Старый имманентизм, как и старый эволюционизм, не понимал катастрофического прерывного момента в духовном опыте и духовном пути. В этом отношении большое значение имело явление Киркегарда. Экзистенциальная философия, если она идет в глубину существования субъекта и основана на духовном опыте, не может быть имманентной философией в смысле XIX века. Но тут мы встречаемся с противоречиями и антиномиями. Раскрытие божественного в человеке и возвышение человеческого до божественного носит характер прерывности, трансцензуса. Существует духовный опыт трансцендентного и трансцендирования в человеке, это невозможно отрицать, не насилуя реальности опыта. Человек есть существо, себя трансцендирующее, выходящее за свои пределы, устремленное к тайне и бесконечности.
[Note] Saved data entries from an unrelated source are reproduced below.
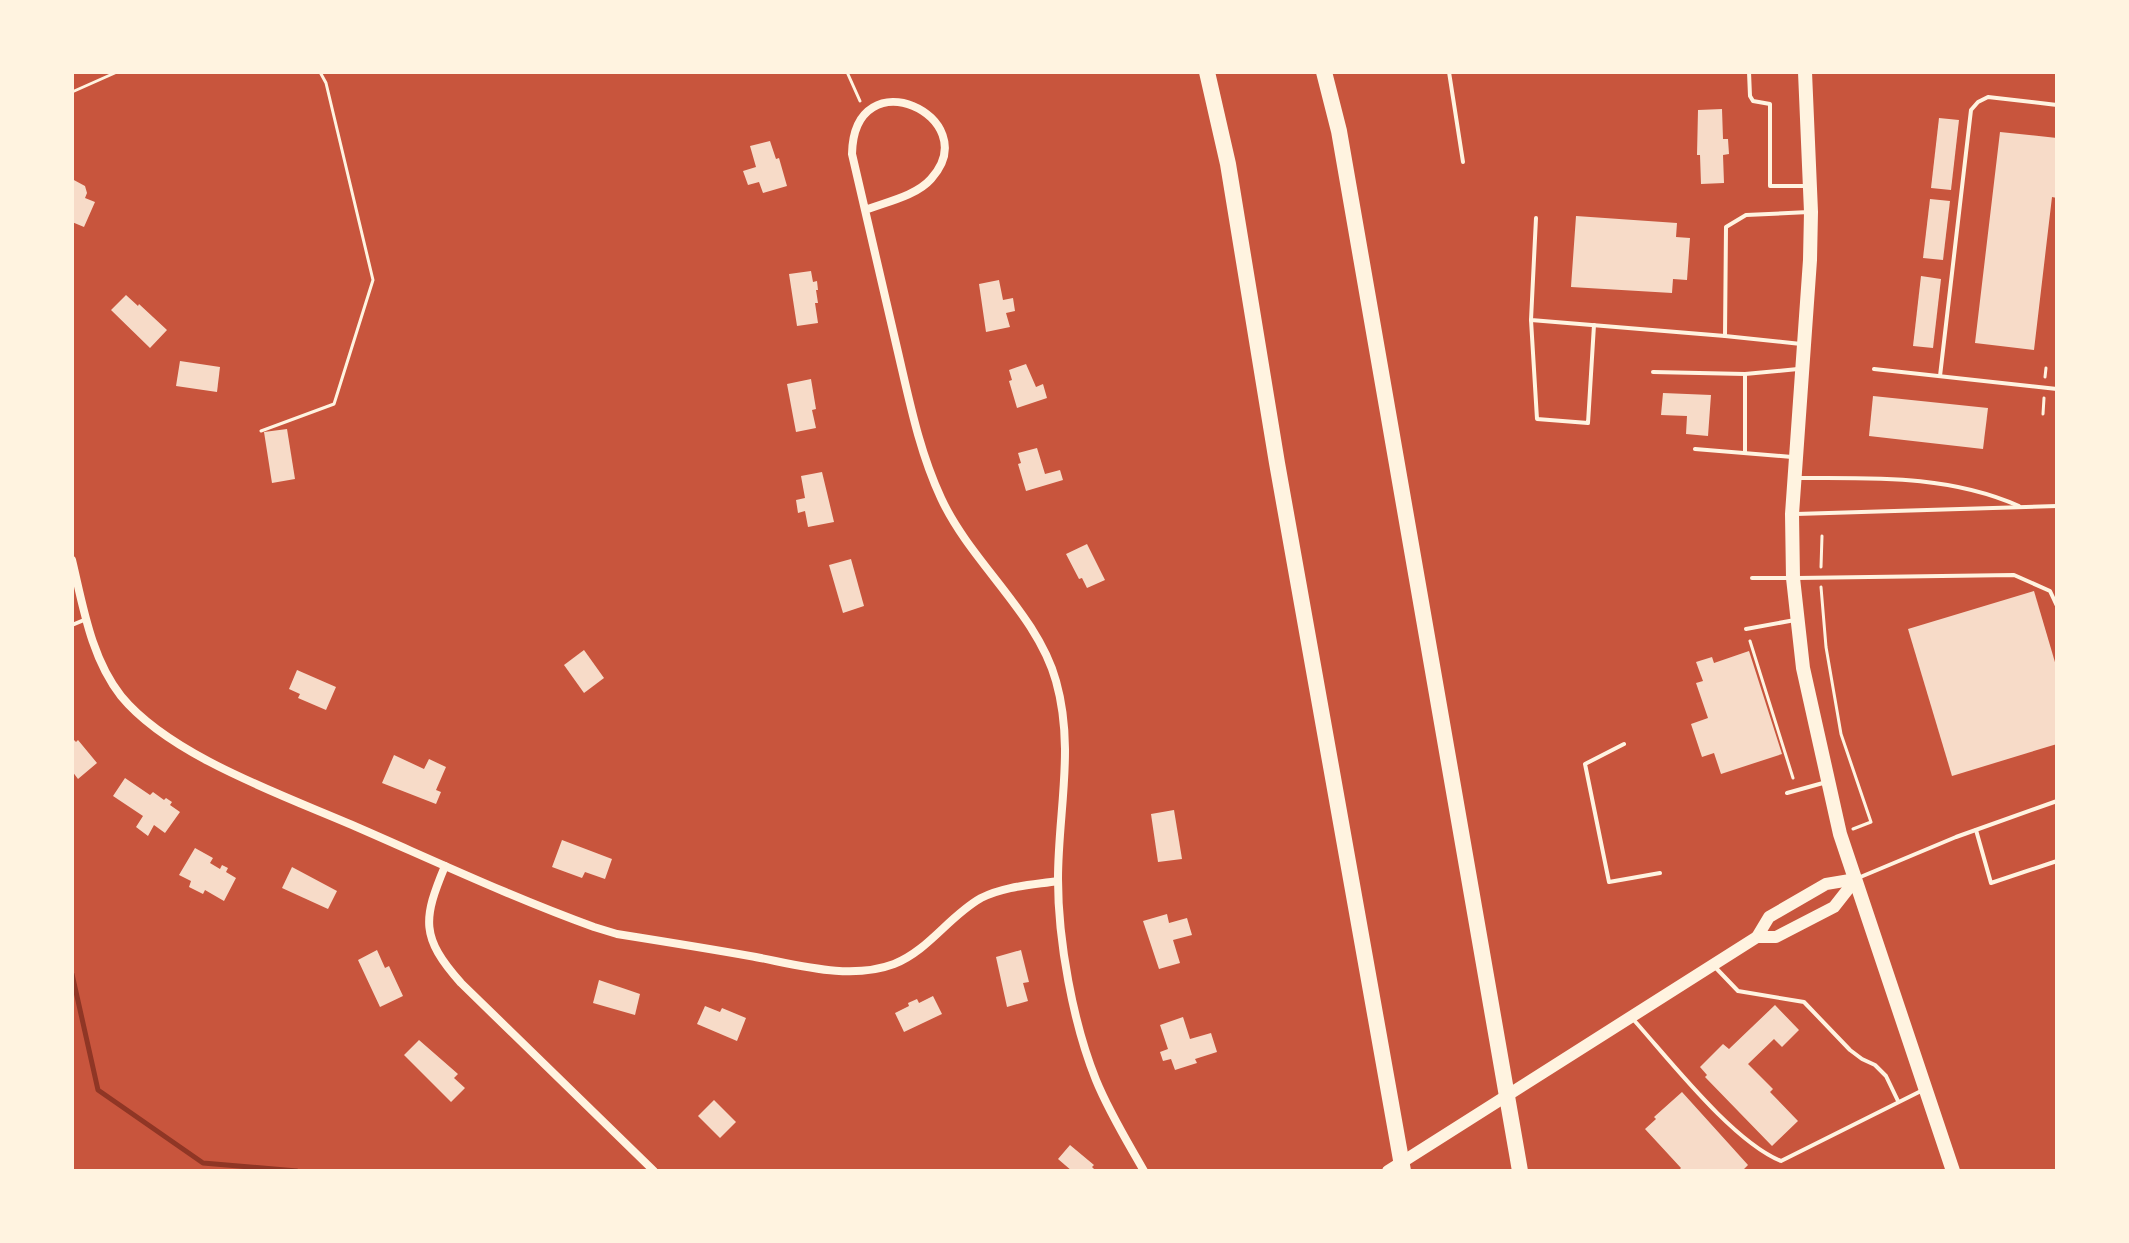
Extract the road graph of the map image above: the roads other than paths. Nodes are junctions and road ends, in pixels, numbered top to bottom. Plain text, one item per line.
1 (1207, 72) edge
2 (1324, 72) edge
3 (1449, 72) edge
4 (1749, 72) edge
5 (1805, 72) edge
6 (2057, 105) edge
7 (1463, 162) dead end
8 (1810, 186) junction
9 (865, 210) junction
10 (1811, 212) junction
11 (1536, 218) dead end
12 (1531, 320) junction
13 (1594, 325) junction
14 (1725, 336) junction
15 (1803, 344) junction
16 (1801, 369) junction
17 (1874, 369) dead end
18 (1653, 372) dead end
19 (1745, 374) junction
20 (1940, 376) junction
21 (2057, 389) edge
22 (1695, 449) dead end
23 (1745, 453) junction
24 (1794, 457) junction
25 (1793, 478) junction
26 (2057, 506) edge
27 (2021, 507) junction
28 (1792, 514) junction
29 (72, 560) edge
30 (1752, 578) dead end
31 (1793, 578) junction
32 (2057, 606) edge
33 (86, 619) junction
34 (1797, 619) junction
35 (72, 625) edge
36 (1746, 629) road end
37 (1624, 744) dead end
38 (1827, 781) junction
39 (1787, 793) dead end
40 (2057, 801) edge
41 (1976, 830) junction
42 (2057, 861) edge
43 (445, 866) junction
44 (1660, 873) dead end
45 (1856, 879) junction
46 (1058, 881) junction
47 (1757, 937) junction
48 (1713, 965) junction
49 (1631, 1017) junction
50 (1925, 1089) junction
51 (1898, 1101) junction
52 (1519, 1168) edge
53 (654, 1171) edge
54 (1144, 1171) edge
55 (1388, 1171) edge
56 (1403, 1171) edge
57 (1953, 1171) edge

1 - 56 highway
2 - 52 highway
3 - 7 lane
4 - 8 lane
5 - 8 main road
6 - 20 lane
8 - 10 main road
9 - 9 street
9 - 46 street
10 - 14 lane
10 - 15 main road
11 - 12 lane
12 - 13 lane
12 - 13 lane
13 - 14 lane
14 - 15 lane
15 - 16 main road
16 - 19 lane
16 - 24 main road
17 - 20 lane
18 - 19 lane
19 - 23 lane
20 - 21 lane
22 - 23 lane
23 - 24 lane
24 - 25 main road
25 - 27 lane
25 - 28 main road
26 - 27 lane
27 - 28 lane
28 - 31 main road
29 - 33 street
30 - 31 lane
31 - 32 lane
31 - 34 main road
33 - 35 lane
33 - 43 street
34 - 36 lane
34 - 38 main road
37 - 44 lane
38 - 39 lane
38 - 45 main road
40 - 41 lane
41 - 42 lane
41 - 45 lane
43 - 46 street
43 - 53 street
45 - 47 main road
45 - 47 main road
45 - 50 main road
46 - 54 street
47 - 48 main road
48 - 49 main road
48 - 51 lane
49 - 51 lane
49 - 55 main road
50 - 51 lane
50 - 57 main road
Но опыт трансцендентного и трансцендирования есть внутренний, духовный опыт, и в этом смысле его можно назвать имманентным. Имманентным тут оказывается не пребывание в собственных пределах, а выход за эти пределы. Трансцендентное приходит к человеку не извне, а изнутри, из глубины. Бог более глубоко внутри меня, чем я сам. Это говорил уже Бл. Августин. Я должен к самому себе трансцендировать. Глубина может закрываться в человеке, и глубина эта требует прорыва, трансцендирования. Тайное через трансцендирование делается явным, это и есть откровение.
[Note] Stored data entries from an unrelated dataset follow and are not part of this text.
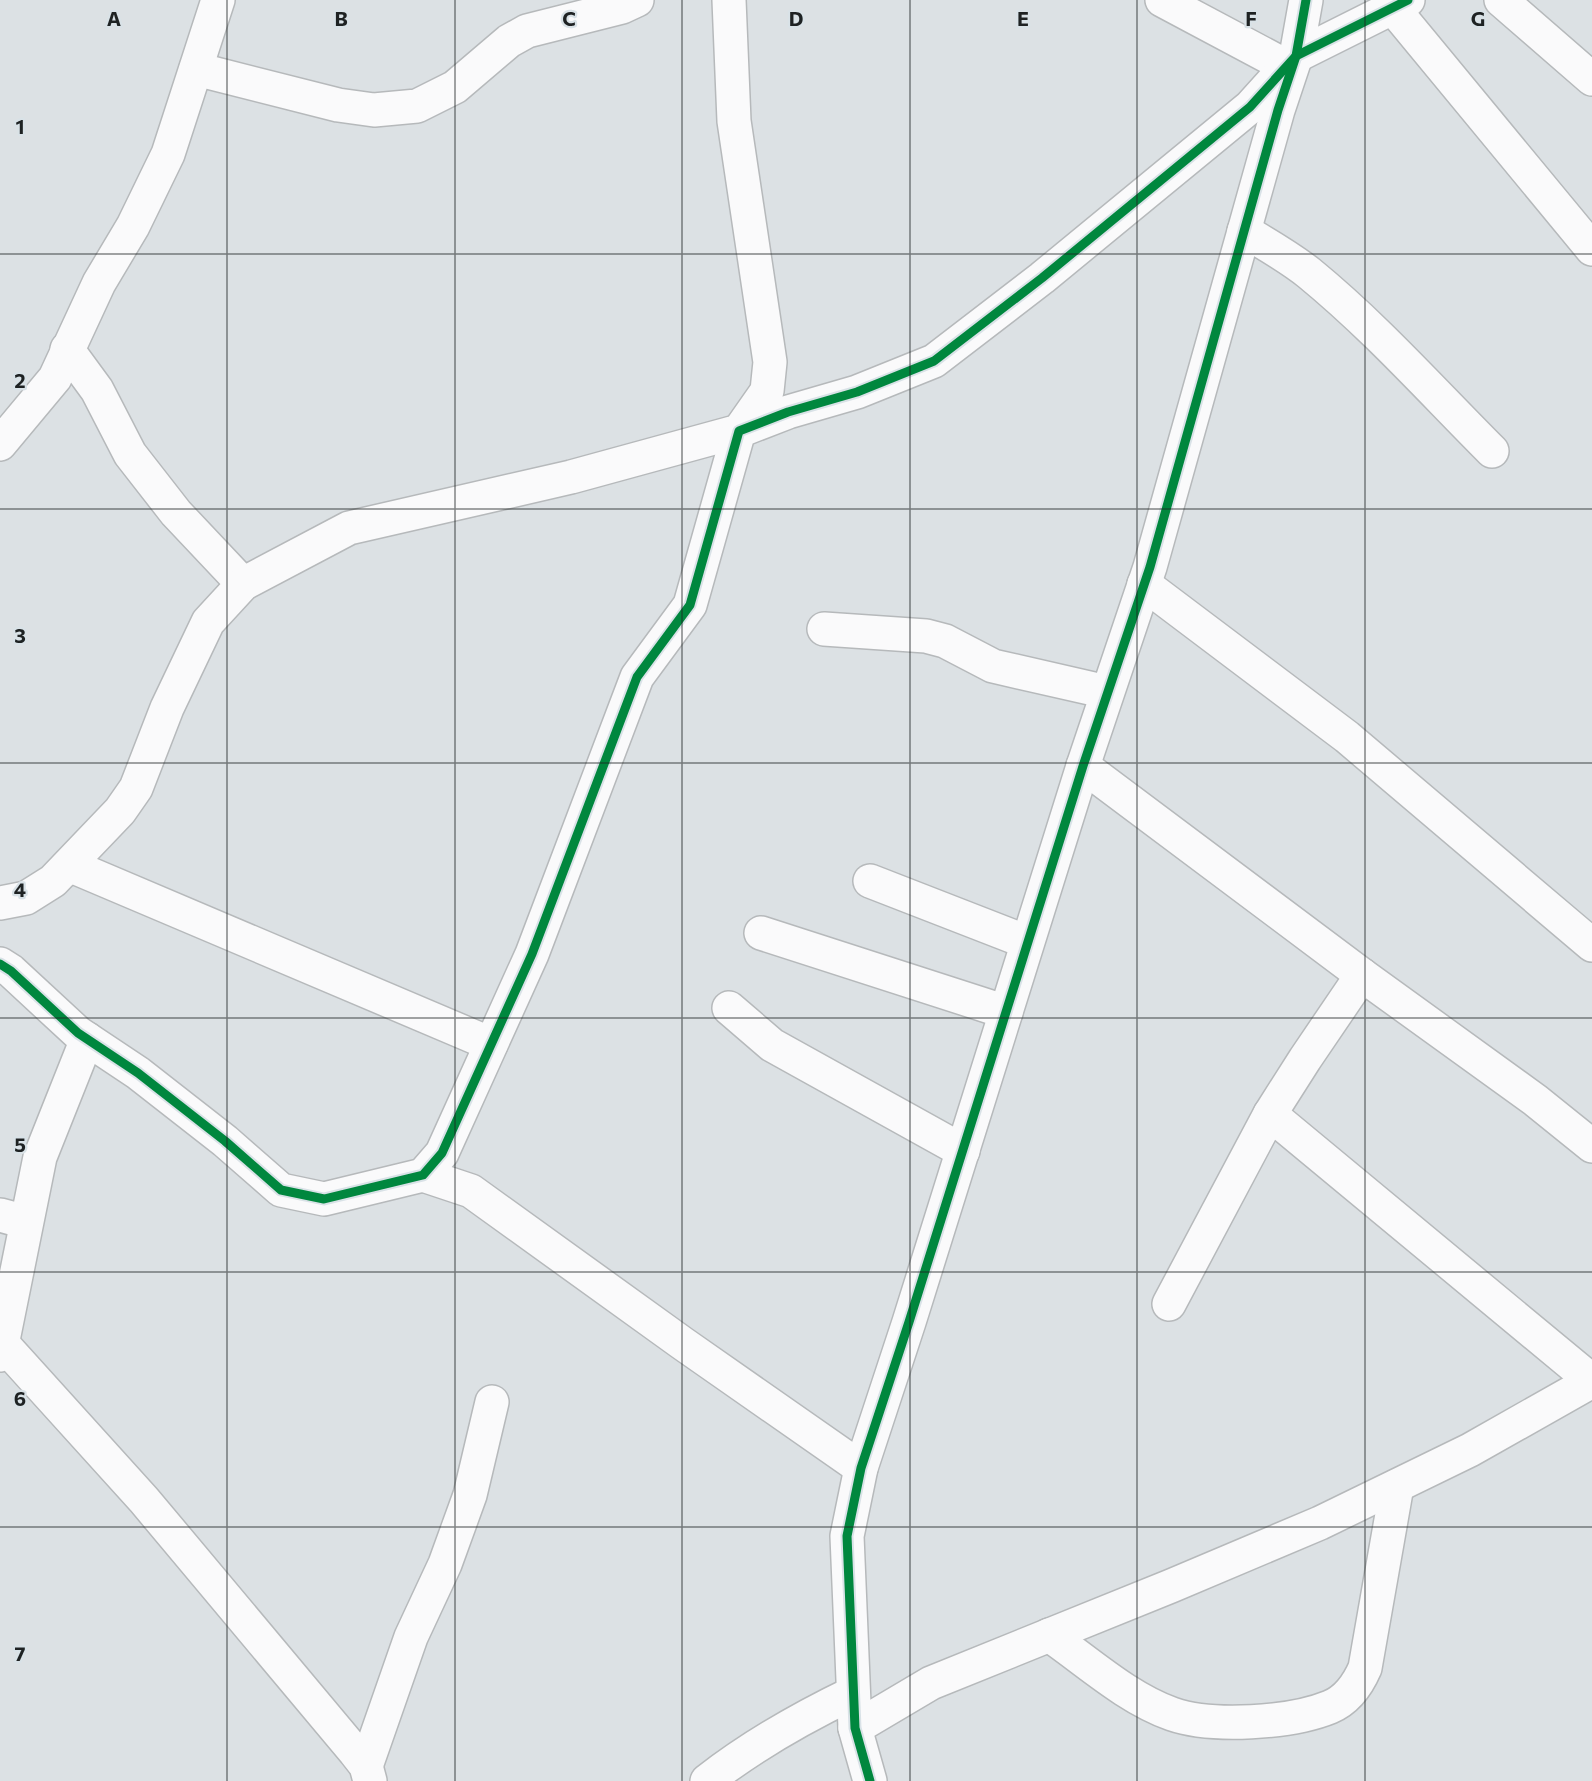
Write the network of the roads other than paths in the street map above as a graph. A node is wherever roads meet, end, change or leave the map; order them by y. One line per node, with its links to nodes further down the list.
1 (218, 0): 9 (street)
2 (637, 0): 9 (street)
3 (729, 0): 14 (street)
4 (1162, 0): 8 (street)
5 (1306, 0): 8 (street)
6 (1501, 0): 10 (street)
7 (1401, 4): 8 (street); 12 (street)
8 (1291, 61): 11 (street); 14 (street)
9 (196, 69): 13 (street)
10 (1592, 79)
11 (1244, 231): 16 (street); 18 (street)
12 (1592, 249)
13 (67, 349): 15 (street); 17 (street)
14 (739, 431): 17 (street); 33 (street)
15 (0, 444)
16 (1492, 452)
17 (243, 584): 22 (street)
18 (1144, 584): 20 (street); 27 (street)
19 (824, 629): 20 (street)
20 (1107, 692): 21 (street)
21 (1083, 766): 26 (street); 29 (street)
22 (69, 864): 24 (street); 33 (street)
23 (870, 881): 26 (street)
24 (0, 903)
25 (761, 933): 31 (street)
26 (1027, 942): 31 (street)
27 (1592, 945)
28 (0, 964): 32 (street)
29 (1362, 975): 34 (street); 35 (street)
30 (729, 1008): 36 (street)
31 (1006, 1012): 36 (street)
32 (87, 1039): 37 (street); 38 (street)
33 (491, 1044): 37 (street)
34 (1270, 1114): 39 (street); 41 (street)
35 (1592, 1146)
36 (963, 1151): 43 (street)
37 (423, 1175): 43 (street)
38 (13, 1218): 40 (street)
39 (1169, 1304)
40 (1, 1349): 48 (street)
41 (1592, 1381): 44 (street)
42 (492, 1402): 48 (street)
43 (861, 1468): 46 (street)
44 (1397, 1486): 45 (street); 45 (street)
45 (1050, 1635): 47 (street)
46 (853, 1693): 47 (street); 50 (street)
47 (855, 1728): 49 (street)
48 (368, 1773)
49 (874, 1779)
50 (707, 1781)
Откровение трансцендентного не есть эволюционный процесс, это процесс трагический в мире. Откровение объективируется и социализируется, тогда оно делается имманентным уровню человеческого сознания и общества. Пророк, апостол, святой, мистик переходят за пределы этой дурной имманентности. Говорят об имманентизме мистика, но этот имманентизм ничего общего не имеет с имманентизмом социальной обыденности, имманентизмом ограниченного сознания. Откровение трансцендентного в мире не есть эволюция, но предполагает эпохи, ступени и в отношении индивидуального человека, и в отношении к истории человечества. И мы стоим на грани агонизирующей старой эпохи и возникновения новой эпохи откровения, нового эона. Происходящее в глубине человека происходит в глубине Бога. Когда мы мыслим о предметах, выходящих за пределы мышления, то срывы, которые могут быть в разные стороны, всегда происходят от попыток рационализации тайны, в которую мы упираемся, т. е. от перевода на язык понятий того, что невыразимо в понятиях. Но это не значит, что мы ничего не можем сказать на человеческом языке. В человеческом языке, хотя и ущербно, присутствует логос и возможно, в мысли и языке, движение к пределу, к тайне. Существуют предельные идеи. Но мышление должно быть оплодотворено цельным духовным опытом. Агностицизм есть ошибочное ограничение человеческих возможностей. Нужно утверждать гностицизм, но гностицизм экзистенциальный. Старый гностицизм первых веков, в котором были искривления духовного опыта, оперировал мифами. Мы тоже должны оперировать мифами, мы не должны ограничиваться понятиями. Но наши мифы уже иные, не старые космические мифы, связанные с язычеством, нет, основной миф есть миф о богочеловеческом и богочеловечестве, и миф этот реалистический.